If an employer discharges an employee for failure to report to work on a day that the employee considers to be a holy day, or a day of rest, the employee may hold that their own individual right to freedom of worship has been violated. The only way around this problem is for the employee to address the issue of worship, if it is outside of the mainstream, before seeking employment. In this way a contract can be established between the parties, especially when employment laws are created to make such contracts possible. Violation of the terms of an employment contract due to a surprise action on the part of the employee is neither fair to the employer, nor an ethical undertaking for the employee. Honesty, disclosure and a meeting of the minds is the foundation of all contract law. Dishonesty, concealment and ambiguity are viewed as reasons to void a legal contract.

Historical analysis

Freedom of worship was the normal rule in Antiquity, where a syncretic point-of-view identified strange deities as foreigners' acceptable conceptions of more familiar gods. A community of traders could expect to be autonomous in a city under their own laws, with freedom to worship their own gods. When the street mobs of separate quarters clashed in a Hellenistic or Roman city, the issue was generally a perceived infringement of some community's rights. The Greek-Jewish clashes at Cyrene provide a disastrous example, but all the cosmopolitan cities were the scene of tumults.
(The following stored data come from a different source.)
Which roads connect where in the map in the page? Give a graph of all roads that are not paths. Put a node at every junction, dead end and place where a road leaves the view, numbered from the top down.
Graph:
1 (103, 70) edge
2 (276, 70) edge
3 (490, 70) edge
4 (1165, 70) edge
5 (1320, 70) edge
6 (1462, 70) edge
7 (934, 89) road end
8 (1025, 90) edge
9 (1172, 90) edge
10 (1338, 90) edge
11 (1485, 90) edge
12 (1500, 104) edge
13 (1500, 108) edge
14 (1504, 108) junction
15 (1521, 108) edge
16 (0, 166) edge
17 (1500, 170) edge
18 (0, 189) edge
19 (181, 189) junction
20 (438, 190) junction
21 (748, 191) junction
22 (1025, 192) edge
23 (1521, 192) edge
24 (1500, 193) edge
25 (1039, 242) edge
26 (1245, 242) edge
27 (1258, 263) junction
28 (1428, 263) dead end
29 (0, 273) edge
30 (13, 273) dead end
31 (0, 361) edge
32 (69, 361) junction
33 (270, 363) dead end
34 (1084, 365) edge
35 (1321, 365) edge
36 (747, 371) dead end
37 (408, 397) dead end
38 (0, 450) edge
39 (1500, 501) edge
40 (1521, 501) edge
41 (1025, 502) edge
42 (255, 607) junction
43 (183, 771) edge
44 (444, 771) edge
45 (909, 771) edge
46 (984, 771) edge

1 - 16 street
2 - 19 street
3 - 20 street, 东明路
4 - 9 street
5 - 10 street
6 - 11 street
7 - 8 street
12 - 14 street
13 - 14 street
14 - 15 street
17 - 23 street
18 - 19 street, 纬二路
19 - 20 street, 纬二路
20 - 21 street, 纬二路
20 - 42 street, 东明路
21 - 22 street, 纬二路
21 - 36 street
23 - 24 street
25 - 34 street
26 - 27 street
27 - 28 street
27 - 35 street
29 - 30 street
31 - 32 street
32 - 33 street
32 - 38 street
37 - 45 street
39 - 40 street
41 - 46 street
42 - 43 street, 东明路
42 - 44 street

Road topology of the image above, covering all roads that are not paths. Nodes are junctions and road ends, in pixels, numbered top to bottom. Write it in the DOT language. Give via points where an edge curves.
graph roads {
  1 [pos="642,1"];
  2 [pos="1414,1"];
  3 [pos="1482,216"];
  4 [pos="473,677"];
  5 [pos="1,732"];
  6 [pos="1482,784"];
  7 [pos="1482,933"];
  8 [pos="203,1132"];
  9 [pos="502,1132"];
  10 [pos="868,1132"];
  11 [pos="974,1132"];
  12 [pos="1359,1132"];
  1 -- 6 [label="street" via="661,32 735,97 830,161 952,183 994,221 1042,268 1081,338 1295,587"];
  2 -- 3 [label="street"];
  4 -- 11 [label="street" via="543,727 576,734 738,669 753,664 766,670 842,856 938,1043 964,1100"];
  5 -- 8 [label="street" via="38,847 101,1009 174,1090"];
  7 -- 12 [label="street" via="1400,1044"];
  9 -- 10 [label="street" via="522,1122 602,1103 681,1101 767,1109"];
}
Some of the historical exceptions have been in regions where one of the revealed religions has been in a position of power: Judaism, Zoroastrianism, Christianity and Islam. Others have been where the established order has felt threatened, as shown in the trial of Socrates or where the ruler has been deified, as in Rome or the Persian empire, and refusal to offer token sacrifice was similar to refusing to take an oath of allegiance. This was the core for resentment and the persecution of early Christian communities.

Freedom of worship in India was encapsulated in an inscription of Asoka:

King Piyadasi (Ashok) dear to the Gods, honours all sects, the ascetics (hermits) or those who dwell at home, he honours them with charity and in other ways. But the King, dear to the Gods, attributes less importance to this charity and these honours than to the vow of seeing the reign of virtues, which constitutes the essential part of them. For all these virtues there is a common source, modesty of speech. That is to say, One must not exalt one’s creed discrediting all others, nor must one degrade these others Without legitimate reasons. One must, on the contrary, render to other creeds the honour befitting them.

During history some countries have accepted some form of freedom of worship, though in actual practice that theoretical freedom was delimited through punitive taxation, repressive social legislation and political disenfranchisement. Compare examples of individual freedom in Poland or the Muslim tradition of dhimmis, literally "protected individuals" professing an officially tolerated non-Muslim religion. In Islam the proscribed punishment for apostasy is death. These protections, being highly selective and advanced to communities rather than individual, could also be withdrawn. They were examples of the ruler's beneficence, not inalienable rights.

In most parts of European society there was no individual freedom of worship from the suppression of non-Christian worship with the Theodosian decrees of 391 AD, under the influence of Ambrose of Milan until the Enlightenment of the 18th century. Even 16th century edicts of toleration (Augsburg, Nantes) left little room for individual freedom of conscience, under the principle of cuius regio eius religio ("Whose the region is, his religion"), and did not extend toleration to small powerless minorities, like Anabaptists.

In 1944 a joint committee of the Federal Council of Churches of Christ in America and the Foreign Missions Conference of North America, formulated a Statement on Religious Liberty:

Religious Liberty shall be interpreted to include freedom to worship according to conscience and to bring up children in the faith of their parents; freedom for the individual to change his religion; freedom to preach, educate, publish and carry on missionary activities; and freedom to organise with others, and to acquire and hold property, for these purposes.